Aww, Amy. You've had a lot going on.

I had a similar thing happen earlier this year when I had to go to a new oncologist because mine was going out on medical leave for her own health issues. I was so bummed. But the office is the same (which helps) and turns out I really like this new lady too. As a matter of fact, I posted last week (when I had a hip scare) that I saw my old oncologist, who's "sort of" back, and she gave me a hug and reminded me I could call her any time. For now I'm going to stay with the new onc but I may have to choose. Tough because I like them both. They are different styles, though. And this whole gene thing is because of my new onc, LOL.

I've got to go out but I hope you feel better, glad you came by.

 

[MerryPoppins]

Amy, I'm so sorry. I'm the kind of person who bonds with my doctors, too. Especially one that you see so often and has been so kind to you. I certainly understand how you are feeling. But I'm sure the other parts of your life aren't helping. Sounds like it all sort of snowballed on you. I'll be thinking of you.

Remember, if you don't like the other doc you can always find someone new. My OBGYN told me years ago to always remember that. You as the patient always have the power to take your marbles elsewhere.

 

[Amy]

Aw, thanks Linda and MerryPoppins....like you said, this was just one thing too many. Maybe I should just let go and have a good cry. That way maybe there won't be too many tears left for college good-byes on Saturday! DS18 will kill me if I turn into a blubbering idiot when we leave him. The boys were watching King Kong (the recent remake) a couple of weeks ago, and I came in toward the end. I was in tears when they were shooting the poor gorilla and my DS's just looked at me like I was from some other planet or something!

Of course, we'll be taking 2 cars on Sat., so I'll be driving home alone and can cry all I want.

 

[lookingforward]

Hi everyone. I just got back from Dallas, TX for a conference on Crimes Against Children. Very good conference, depressing topic. I will catch up later. I hope everyone is good. I am tired and have to go out school supply shopping. YIKES!

More later....
GAGWTA!

 

[NHAnn]

Laura...what time do you leave on the 3rd?? we arrive at MCO at about 2 pm on that day.....tried to PM you but couldn't!

patfan...thinking of you! Whatever happens, as others have said, we're here to go through it with you!!

welcome back Maureen!

Amy...you need a hug today for sure

I'm just realizing that, if you count kindergarten, this is the first August
in 17 years that I have not been getting my "baby" ready to go "back to school"!!

Linda, the insurance aspects of the BRAC testing bother me too. Not just that insurance won't pay for it, but that if it ispositive it affects future insurability. Our Breast Care Center has had a genetic counselor coming one, then two days per month from Dana Farber because of the growing demand for the testing from patients here. The demand is so great that they are actually hiring one of their own and expanding the Breast Care Center to include a couple of more offices, for the geneticist and another breast surgeon. We are also FINALLY getting digital mammo, they promise in time for my next annual screening due in January!
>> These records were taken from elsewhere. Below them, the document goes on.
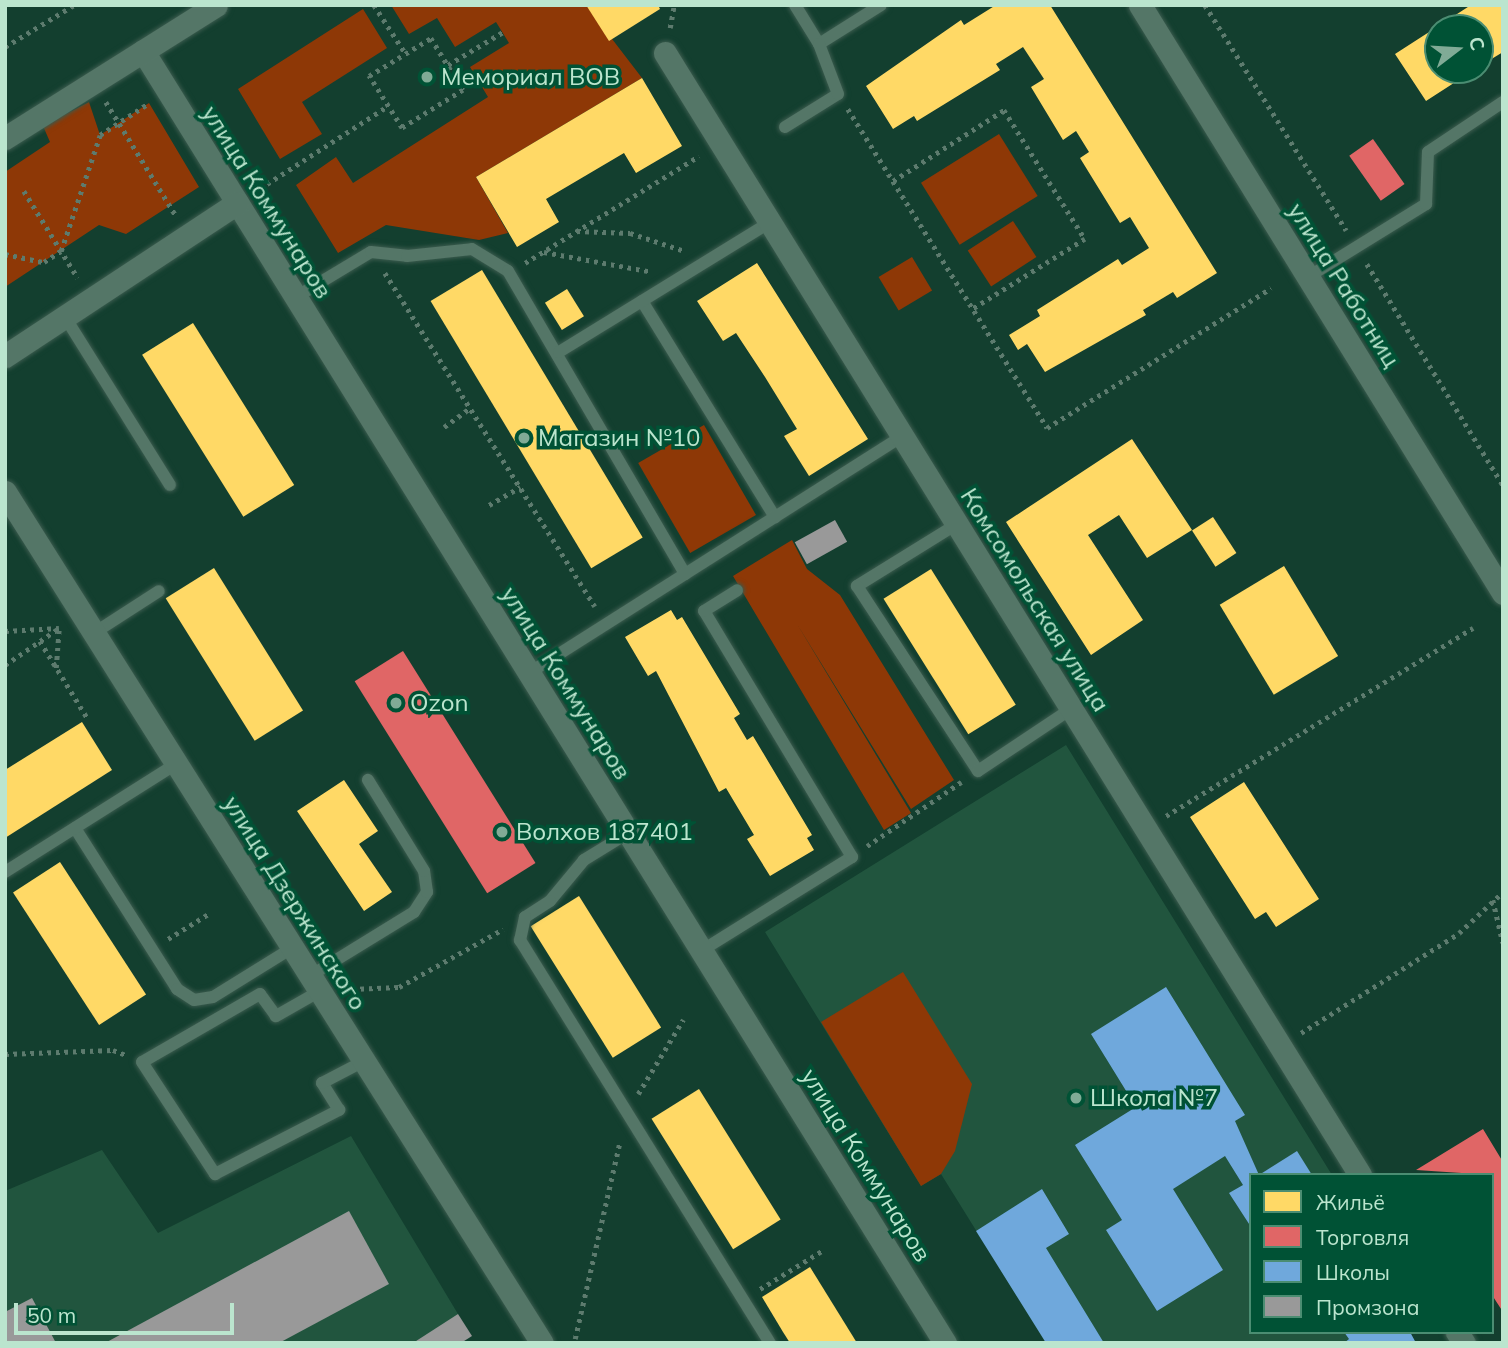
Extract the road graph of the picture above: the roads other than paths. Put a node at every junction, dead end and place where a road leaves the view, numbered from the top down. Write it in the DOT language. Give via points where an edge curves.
graph roads {
  1 [pos="216,5"];
  2 [pos="794,5"];
  3 [pos="881,5"];
  4 [pos="1140,5"];
  5 [pos="819,44"];
  6 [pos="143,51"];
  7 [pos="665,53"];
  8 [pos="1503,102"];
  9 [pos="785,127"];
  10 [pos="5,138"];
  11 [pos="237,203"];
  12 [pos="770,222"];
  13 [pos="1308,277"];
  14 [pos="296,297"];
  15 [pos="642,301"];
  16 [pos="65,317"];
  17 [pos="559,352"];
  18 [pos="5,356"];
  19 [pos="902,436"];
  20 [pos="170,485"];
  21 [pos="8,506"];
  22 [pos="775,517"];
  23 [pos="957,524"];
  24 [pos="685,574"];
  25 [pos="737,590"];
  26 [pos="159,591"];
  27 [pos="1503,593"];
  28 [pos="94,633"];
  29 [pos="529,673"];
  30 [pos="1071,709"];
  31 [pos="176,764"];
  32 [pos="368,780"];
  33 [pos="75,828"];
  34 [pos="628,833"];
  35 [pos="5,872"];
  36 [pos="292,948"];
  37 [pos="701,951"];
  38 [pos="315,984"];
  39 [pos="364,1061"];
  40 [pos="1359,1173"];
  41 [pos="542,1343"];
  42 [pos="770,1343"];
  43 [pos="945,1343"];
  1 -- 6 [label="street"];
  2 -- 5 [label="lane"];
  3 -- 5 [label="lane"];
  4 -- 13 [label="street, улица Работниц"];
  5 -- 9 [label="lane" via="838,94"];
  6 -- 10 [label="street"];
  6 -- 11 [label="street, улица Коммунаров"];
  7 -- 12 [label="street, Комсомольская улица"];
  8 -- 13 [label="lane" via="1428,152 1426,205"];
  11 -- 14 [label="street, улица Коммунаров"];
  11 -- 16 [label="street"];
  12 -- 15 [label="lane"];
  12 -- 19 [label="street, Комсомольская улица"];
  13 -- 27 [label="street, улица Работниц"];
  14 -- 17 [label="lane" via="371,252 407,256 472,249 508,271"];
  14 -- 29 [label="street, улица Коммунаров"];
  15 -- 17 [label="lane"];
  15 -- 22 [label="lane"];
  16 -- 18 [label="street"];
  16 -- 20 [label="lane"];
  17 -- 24 [label="lane"];
  19 -- 22 [label="lane"];
  19 -- 23 [label="street, Комсомольская улица"];
  21 -- 28 [label="street, улица Дзержинского"];
  22 -- 24 [label="lane"];
  23 -- 30 [label="street, Комсомольская улица"];
  23 -- 30 [label="lane" via="856,586 978,771"];
  24 -- 29 [label="lane"];
  25 -- 37 [label="lane" via="704,611 852,857"];
  26 -- 28 [label="lane"];
  28 -- 31 [label="street, улица Дзержинского"];
  29 -- 34 [label="street, улица Коммунаров"];
  30 -- 40 [label="street, Комсомольская улица"];
  31 -- 33 [label="lane"];
  31 -- 36 [label="street, улица Дзержинского"];
  32 -- 38 [label="lane" via="424,871 427,892 414,912"];
  33 -- 35 [label="lane"];
  33 -- 36 [label="lane" via="177,989 194,1000 214,998"];
  34 -- 37 [label="street, улица Коммунаров"];
  34 -- 42 [label="lane" via="584,860 518,928"];
  36 -- 38 [label="street, улица Дзержинского"];
  37 -- 43 [label="street, улица Коммунаров"];
  38 -- 39 [label="street, улица Дзержинского"];
  38 -- 39 [label="lane" via="276,1016 260,994 142,1062 215,1174 339,1110 322,1083"];
  39 -- 41 [label="street, улица Дзержинского"];
}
If you all could keep a fellow survivor and new friend of mine in your prayers I know she (and I) would appreciate it. I first met her briefly through work a couple of years ago ... it's a long story (and some interesting God winks)... but she is very private so I don't feel I should post the details. Anyway she very recently discovered she has bone mets. Her name is Jennifer.

Hello to everyone I didn't mention....GAGWTA!!!!!

 

[lookingforward]

I had the Braca testing and my insurance paid for it. I was negative. I just did it, I never gave it any thought regarding health/life insurance, etc. That is a very important consideration. I know that I will never get life insurance again. Some can get it after ten years, but not so much if you are stage 2 or higher (according to discussion boards). I have a term life insurance policy through 2019 with automatic renewal, so I am making sure that never lapses.